→ **What to do**: Each line of the material below is to be checked for "Гребенская"; the number of matching lines is the only output expected.

→ **Extracted data**:
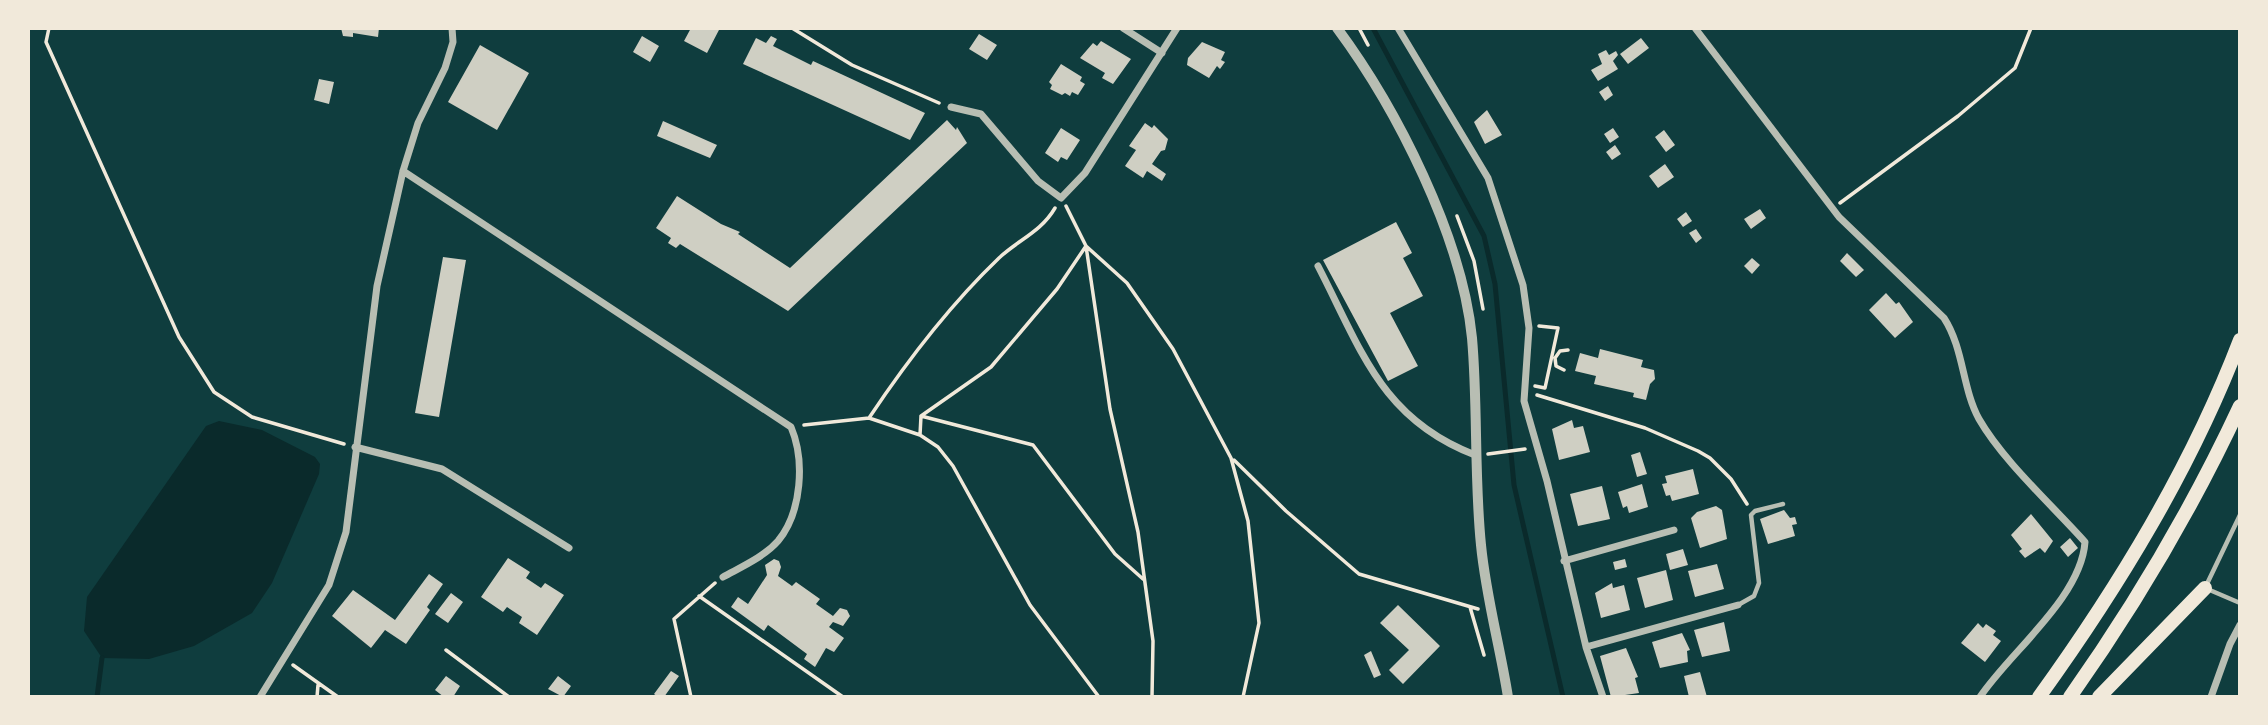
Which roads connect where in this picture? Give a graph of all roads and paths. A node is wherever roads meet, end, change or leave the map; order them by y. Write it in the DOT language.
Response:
graph roads {
  1 [pos="49,28"];
  2 [pos="452,28"];
  3 [pos="792,28"];
  4 [pos="1123,28"];
  5 [pos="1177,28"];
  6 [pos="1337,28"];
  7 [pos="1398,28"];
  8 [pos="1695,28"];
  9 [pos="2031,28"];
  10 [pos="1163,53"];
  11 [pos="951,107"];
  12 [pos="403,171"];
  13 [pos="1061,198"];
  14 [pos="1833,208"];
  15 [pos="1086,246"];
  16 [pos="1318,266"];
  17 [pos="1537,326"];
  18 [pos="2240,340"];
  19 [pos="1568,351"];
  20 [pos="1553,357"];
  21 [pos="1564,370"];
  22 [pos="1532,386"];
  23 [pos="1525,392"];
  24 [pos="2240,407"];
  25 [pos="921,416"];
  26 [pos="869,418"];
  27 [pos="791,427"];
  28 [pos="920,435"];
  29 [pos="355,447"];
  30 [pos="1520,450"];
  31 [pos="1494,453"];
  32 [pos="1475,455"];
  33 [pos="1231,458"];
  34 [pos="1783,504"];
  35 [pos="1751,515"];
  36 [pos="2240,515"];
  37 [pos="1674,530"];
  38 [pos="2240,531"];
  39 [pos="2232,532"];
  40 [pos="569,548"];
  41 [pos="1564,561"];
  42 [pos="723,577"];
  43 [pos="1143,579"];
  44 [pos="2204,588"];
  45 [pos="699,597"];
  46 [pos="2240,603"];
  47 [pos="1738,605"];
  48 [pos="1490,612"];
  49 [pos="2240,625"];
  50 [pos="1586,646"];
  51 [pos="446,650"];
  52 [pos="286,660"];
  53 [pos="318,684"];
  54 [pos="260,697"];
  55 [pos="317,697"];
  56 [pos="338,697"];
  57 [pos="509,697"];
  58 [pos="691,697"];
  59 [pos="843,697"];
  60 [pos="1099,697"];
  61 [pos="1152,697"];
  62 [pos="1244,697"];
  63 [pos="1508,697"];
  64 [pos="1603,697"];
  65 [pos="1980,697"];
  66 [pos="2039,697"];
  67 [pos="2070,697"];
  68 [pos="2099,697"];
  69 [pos="2211,697"];
  1 -- 29 [label="path"];
  2 -- 12 [label="street"];
  3 -- 11 [label="path"];
  4 -- 10 [label="street"];
  5 -- 10 [label="street"];
  6 -- 32 [label="street"];
  7 -- 23 [label="street"];
  8 -- 14 [label="street"];
  9 -- 14 [label="path"];
  10 -- 13 [label="street"];
  11 -- 13 [label="street"];
  12 -- 27 [label="street"];
  12 -- 29 [label="street"];
  13 -- 15 [label="path"];
  13 -- 26 [label="path"];
  14 -- 65 [label="street"];
  15 -- 25 [label="path"];
  15 -- 33 [label="path"];
  15 -- 43 [label="path"];
  16 -- 32 [label="street"];
  17 -- 20 [label="path"];
  18 -- 66 [label="highway"];
  19 -- 20 [label="path"];
  20 -- 21 [label="path"];
  20 -- 22 [label="path"];
  23 -- 35 [label="path"];
  23 -- 41 [label="street"];
  24 -- 67 [label="highway"];
  25 -- 28 [label="path"];
  25 -- 43 [label="path"];
  26 -- 27 [label="path"];
  26 -- 28 [label="path"];
  27 -- 42 [label="street"];
  28 -- 60 [label="path"];
  29 -- 40 [label="street"];
  29 -- 52 [label="street"];
  30 -- 31 [label="path"];
  32 -- 48 [label="street"];
  33 -- 48 [label="path"];
  33 -- 62 [label="path"];
  34 -- 35 [label="lane"];
  35 -- 47 [label="lane"];
  36 -- 39 [label="lane"];
  37 -- 41 [label="street"];
  38 -- 39 [label="lane"];
  39 -- 44 [label="lane"];
  41 -- 50 [label="street"];
  42 -- 45 [label="path"];
  43 -- 61 [label="path"];
  44 -- 46 [label="lane"];
  44 -- 68 [label="highway"];
  45 -- 58 [label="path"];
  45 -- 59 [label="path"];
  47 -- 50 [label="street"];
  48 -- 63 [label="street"];
  49 -- 69 [label="street"];
  50 -- 64 [label="street"];
  51 -- 57 [label="path"];
  52 -- 53 [label="path"];
  52 -- 54 [label="street"];
  53 -- 55 [label="path"];
  53 -- 56 [label="path"];
}
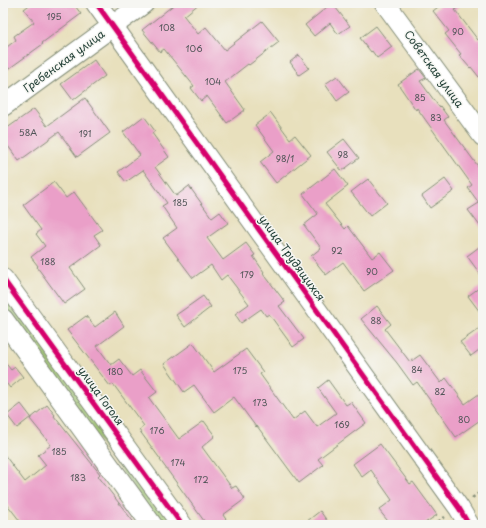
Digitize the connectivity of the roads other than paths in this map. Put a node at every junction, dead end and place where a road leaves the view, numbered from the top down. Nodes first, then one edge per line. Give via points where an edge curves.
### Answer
1 (96, 3) edge
2 (144, 3) edge
3 (385, 3) edge
4 (112, 25) junction
5 (3, 106) edge
6 (483, 136) edge
7 (3, 279) edge
8 (3, 319) edge
9 (483, 514) edge
10 (152, 525) edge
11 (182, 525) edge
12 (469, 525) edge

1 - 4 street, улица Трудящихся
2 - 4 street, Гребенская улица
3 - 6 street, Советская улица
4 - 5 street, Гребенская улица
4 - 12 street, улица Трудящихся
7 - 11 street, улица Гоголя
8 - 10 street
9 - 12 street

→ **Answer to this exercise**: 2